Caring for A-Bomb survivors living in North America
by Jiro Yanagida
Many immigrants from Hiroshima Prefecture have long lived in the US, mainly on the West Coast and in Hawaii. During World War II, many of their children, who were born in the US, visited their parents’ home towns to learn Japanese culture. These children were affected by the A-bomb, which was dropped on their country of origin by their country of birth. Some 1,000 survivors of Hiroshima and Nagasaki either returned to the US after the war or relocated with American-born spouses or other family members.
The American Society of A-Bomb Survivors (ASA) was established to assist those who suffered from social discrimination and who had health concerns. As their requests for aid were rejected by both the US and the Japanese governments, the ASA asked physicians in Hiroshima to conduct periodic medical exams for the survivors living in North America. The Hiroshima Prefectural Medical Association (HPMA) acted on this request. By establishing sister relationships with local medical associations in the US, the HPMA enabled physicians from Hiroshima to examine patients within the US, even without a US medical license. The first medical examination of A-bomb survivors living in North America took place in 1977 in California, and was followed by biennial medical exams in four cities (Los Angeles, San Francisco, Seattle, and Honolulu). Several A-bomb survivors living in Canada have received medical exams in Seattle.

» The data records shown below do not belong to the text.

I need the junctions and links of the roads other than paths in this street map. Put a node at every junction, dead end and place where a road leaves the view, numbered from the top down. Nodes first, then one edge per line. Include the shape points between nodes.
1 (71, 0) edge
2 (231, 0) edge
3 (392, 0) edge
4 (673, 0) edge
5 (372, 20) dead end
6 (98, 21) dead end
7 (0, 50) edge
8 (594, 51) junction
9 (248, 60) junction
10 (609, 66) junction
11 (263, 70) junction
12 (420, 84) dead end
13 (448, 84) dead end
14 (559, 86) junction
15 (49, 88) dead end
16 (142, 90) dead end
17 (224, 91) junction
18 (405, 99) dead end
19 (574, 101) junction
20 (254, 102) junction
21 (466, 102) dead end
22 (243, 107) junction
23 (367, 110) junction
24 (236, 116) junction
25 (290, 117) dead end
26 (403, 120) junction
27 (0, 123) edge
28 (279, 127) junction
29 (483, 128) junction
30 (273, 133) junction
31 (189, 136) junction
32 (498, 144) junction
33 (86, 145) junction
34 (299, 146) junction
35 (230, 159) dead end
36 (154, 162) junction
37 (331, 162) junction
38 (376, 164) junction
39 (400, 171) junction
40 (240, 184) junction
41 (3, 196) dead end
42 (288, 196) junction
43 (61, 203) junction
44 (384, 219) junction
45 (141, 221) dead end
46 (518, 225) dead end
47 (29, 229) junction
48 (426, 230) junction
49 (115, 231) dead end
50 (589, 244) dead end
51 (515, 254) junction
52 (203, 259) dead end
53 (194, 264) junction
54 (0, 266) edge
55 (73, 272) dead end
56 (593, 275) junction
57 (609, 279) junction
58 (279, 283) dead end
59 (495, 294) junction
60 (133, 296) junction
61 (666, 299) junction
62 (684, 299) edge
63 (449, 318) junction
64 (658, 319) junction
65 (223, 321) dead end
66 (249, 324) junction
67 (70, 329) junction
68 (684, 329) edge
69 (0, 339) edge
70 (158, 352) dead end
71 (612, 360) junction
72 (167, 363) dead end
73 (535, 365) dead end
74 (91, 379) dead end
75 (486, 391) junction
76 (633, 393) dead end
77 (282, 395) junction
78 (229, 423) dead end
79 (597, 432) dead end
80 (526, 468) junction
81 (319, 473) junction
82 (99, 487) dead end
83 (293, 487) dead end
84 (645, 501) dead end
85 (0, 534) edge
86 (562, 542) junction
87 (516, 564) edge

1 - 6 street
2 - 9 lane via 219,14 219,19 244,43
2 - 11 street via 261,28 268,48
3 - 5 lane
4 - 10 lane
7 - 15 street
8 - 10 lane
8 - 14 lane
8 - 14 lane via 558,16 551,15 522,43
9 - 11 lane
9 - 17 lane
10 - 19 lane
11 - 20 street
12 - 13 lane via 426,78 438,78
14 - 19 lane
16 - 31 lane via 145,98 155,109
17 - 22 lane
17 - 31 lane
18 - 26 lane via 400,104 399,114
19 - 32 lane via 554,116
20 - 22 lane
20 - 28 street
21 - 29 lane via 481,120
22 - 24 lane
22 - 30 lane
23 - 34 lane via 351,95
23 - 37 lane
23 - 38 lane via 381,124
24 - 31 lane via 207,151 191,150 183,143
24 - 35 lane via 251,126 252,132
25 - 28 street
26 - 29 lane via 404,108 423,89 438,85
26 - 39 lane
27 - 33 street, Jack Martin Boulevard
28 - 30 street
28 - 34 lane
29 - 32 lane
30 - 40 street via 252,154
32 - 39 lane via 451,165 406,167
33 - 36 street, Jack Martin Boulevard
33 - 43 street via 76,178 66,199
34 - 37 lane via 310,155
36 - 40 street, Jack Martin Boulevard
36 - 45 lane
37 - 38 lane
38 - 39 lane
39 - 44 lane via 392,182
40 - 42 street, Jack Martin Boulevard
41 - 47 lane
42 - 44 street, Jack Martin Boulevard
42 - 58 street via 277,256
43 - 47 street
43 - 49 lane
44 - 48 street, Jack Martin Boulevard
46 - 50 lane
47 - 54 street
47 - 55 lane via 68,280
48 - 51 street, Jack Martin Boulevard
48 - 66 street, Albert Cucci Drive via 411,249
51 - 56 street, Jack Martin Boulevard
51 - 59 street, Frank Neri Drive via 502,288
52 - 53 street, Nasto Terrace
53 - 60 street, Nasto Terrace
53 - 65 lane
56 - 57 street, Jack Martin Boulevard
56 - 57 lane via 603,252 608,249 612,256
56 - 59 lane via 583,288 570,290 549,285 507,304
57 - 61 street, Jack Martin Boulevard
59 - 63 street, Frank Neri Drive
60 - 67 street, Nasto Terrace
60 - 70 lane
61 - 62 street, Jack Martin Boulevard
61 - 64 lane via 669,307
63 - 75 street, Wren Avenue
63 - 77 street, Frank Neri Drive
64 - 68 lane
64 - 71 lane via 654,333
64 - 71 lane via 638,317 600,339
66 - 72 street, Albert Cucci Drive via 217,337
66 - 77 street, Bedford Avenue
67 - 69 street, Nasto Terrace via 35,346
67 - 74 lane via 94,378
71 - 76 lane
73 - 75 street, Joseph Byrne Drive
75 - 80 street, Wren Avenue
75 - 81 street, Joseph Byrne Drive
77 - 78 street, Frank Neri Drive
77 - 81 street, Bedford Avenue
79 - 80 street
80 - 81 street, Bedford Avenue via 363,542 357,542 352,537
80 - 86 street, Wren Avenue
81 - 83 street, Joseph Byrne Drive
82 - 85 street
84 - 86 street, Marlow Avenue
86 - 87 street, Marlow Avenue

This year marked the 18th medical exam, over which time a total of 400-500 North American survivors have been examined 6,769 times. Since 1985, a similar biennial medical exam of A-bomb survivors has been conducted in South America (Brazil, Argentina, Paraguay, Bolivia, and Peru), and the HPMA has also been sending physicians for this project. Since 1988, the HPMA has been inviting A-bomb survivors living overseas to Hiroshima to provide medical treatment at its own expense.
Currently, the medical exams in both North and South America and the medical treatments in Hiroshima are projects of the Japanese government; nevertheless, the HPMA has continued to manage these projects. Furthermore, based on our belief that “A-bomb survivors are still A-bomb survivors wherever they live,” the HPMA has been making continuous efforts to extend a helping hand to North Korean survivors who have been neglected by the Japanese government due to lack of diplomatic ties. Overcoming obstacles, the HPMA and JPPNW are finally going to send a delegation to conduct medical exams for A-bomb survivors in North Korea this October, with the assistance of KAWPP, the North Korean affiliate of IPPNW.
For the medical exam project in North America, a couple of medical teams are sent each time to LA/Honolulu and to San Francisco/Seattle. In July, I joined the SF/Seattle team as the team leader. Thanks to the help of volunteer staffs including doctors and nurses, as well as clinics that provided exam sites, we prepared and carried out the exams successfully.
Every time we visited hospitals, clinics, medical associations, ASA chapters, consulate generals of Japan, and so on, I was asked to talk not only about the medical exam mission, but also about the earthquake and tsunami that struck Japan in March, and the nuclear power plant disaster that occurred as a result.
In terms of the exam itself, we examined a total of 159 A-bomb survivors in both cities, and actually talked with them in Japanese with a Hiroshima dialect. This is important, because most survivors in the US and Canada live in Japanese-American communities and speak primarily Japanese, and they can understand complicated explanations such as those about their health problems more easily in Japanese than in English. Therefore, some survivors who have home doctors of their own didn’t know about diseases they have or fully understand treatments they receive until we explain precisely in Japanese during the exam.
Every time the medical exam teams have visited the US, they have been warmly welcomed. A-bomb survivors always look forward to seeing and talking to Hiroshima doctors. It is our impression that survivors feel relief from some of their health concerns, including those attributable to the atomic bombings, by seeing and talking with us. That is the main reason why doctors from Hiroshima continue this project; research is not the purpose at all. We do not know how long the Japanese government will continue to support this project. As members of HPMA, however, we intend to visit the US for as long as A-bomb survivors live there and the last single one asks us, ”Hiroshima doctors, please come to see me.”
Dr. Yanagida is a member of Japanese Physicians for the Prevention of Nuclear War (JPPNW) and is president of the organizing committee of 20th IPPNW World Congress, which will be held in Hiroshima next August.